The theorem, in a nutshell, says that $V$ is very close to being $L$ if and only if $0^\#$ does not exist.
It is consistent that no large cardinals exist and $V\neq L$, and it is consistent that there are inaccessible, Mahlo, weakly-compact, ineffable and so on and yet $V=L$.
On the other hand, if there exists a measurable cardinal then $V\neq L$, as Scott tells us, and in fact a Ramsey cardinal is enough for that. This way we slowly fine tune the demands until we reach the definition of $0^\#$.
My question is, basically, if there is a weaker notion than $0^\#$ in terms of consistency of large cardinal axioms, which is inconsistent with $V=L$?

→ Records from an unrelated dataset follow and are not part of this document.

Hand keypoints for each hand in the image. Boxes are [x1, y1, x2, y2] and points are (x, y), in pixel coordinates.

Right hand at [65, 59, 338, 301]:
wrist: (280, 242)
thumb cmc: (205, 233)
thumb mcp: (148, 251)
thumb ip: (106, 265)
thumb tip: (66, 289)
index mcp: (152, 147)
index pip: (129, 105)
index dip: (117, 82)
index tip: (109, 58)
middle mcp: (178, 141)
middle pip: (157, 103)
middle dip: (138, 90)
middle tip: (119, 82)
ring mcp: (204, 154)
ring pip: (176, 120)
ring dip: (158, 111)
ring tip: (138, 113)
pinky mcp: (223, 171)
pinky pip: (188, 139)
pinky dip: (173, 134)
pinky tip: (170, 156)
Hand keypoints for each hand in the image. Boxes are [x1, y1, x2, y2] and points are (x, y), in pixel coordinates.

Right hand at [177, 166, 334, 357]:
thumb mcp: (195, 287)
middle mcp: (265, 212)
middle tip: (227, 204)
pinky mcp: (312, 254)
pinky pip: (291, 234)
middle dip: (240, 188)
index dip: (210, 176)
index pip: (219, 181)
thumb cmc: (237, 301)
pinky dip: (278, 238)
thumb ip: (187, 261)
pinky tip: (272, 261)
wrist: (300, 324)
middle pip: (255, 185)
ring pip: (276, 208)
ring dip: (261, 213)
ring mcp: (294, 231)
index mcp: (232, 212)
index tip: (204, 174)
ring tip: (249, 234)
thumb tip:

I am aware of the theorem that a supercompact implies $\forall A(V\neq L[A])$. Are there any other ways to measure how far are we from $L$ or $HOD$ or even $HOD[A]$ for some or all $A$?
 A: The borderline seems to be very near the $\omega_1$-Erdős cardinals.
The Wikipedia page on $0^\sharp$ explains it thus:

The existence of $\omega_1$-Erdős cardinals implies the existence of $0^\sharp$. This is close to being best possible, because the existence of $0^\sharp$ implies that in the constructible universe there is an $\alpha$-Erdős cardinal for all countable $\alpha$, so such cardinals cannot be used to prove the existence of $0^\sharp$.

In particular, an $\omega_1$-Erdős cardinal is inconsistent with $V=L$, but having $\alpha$-Erdős cardinals for countable $\alpha$ is fine with $V=L$. All the smaller large cardinals in the hierarchy (see the Wikipedia large cardinal list) also appear to relativize down to $L$. 
A: Just a supplement to Joel's answer:
The exact boundary for existence of $0^\sharp$ was pinned down by Klaus Gloede:  $0^\sharp$ exists if and only if there is a cardinal $\kappa$ such that every constructible partition of $[\kappa]^{<\omega}$ has an uncountable homogeneous set.
Gloede, Klaus, Ordinals with partition properties and the constructible hierarchy.
Z. Math. Logik Grundlagen Math. 18 (1972), 135–164.
As Joel points out, everything below this on the usual large cardinal hierarchy seems to be compatible with L.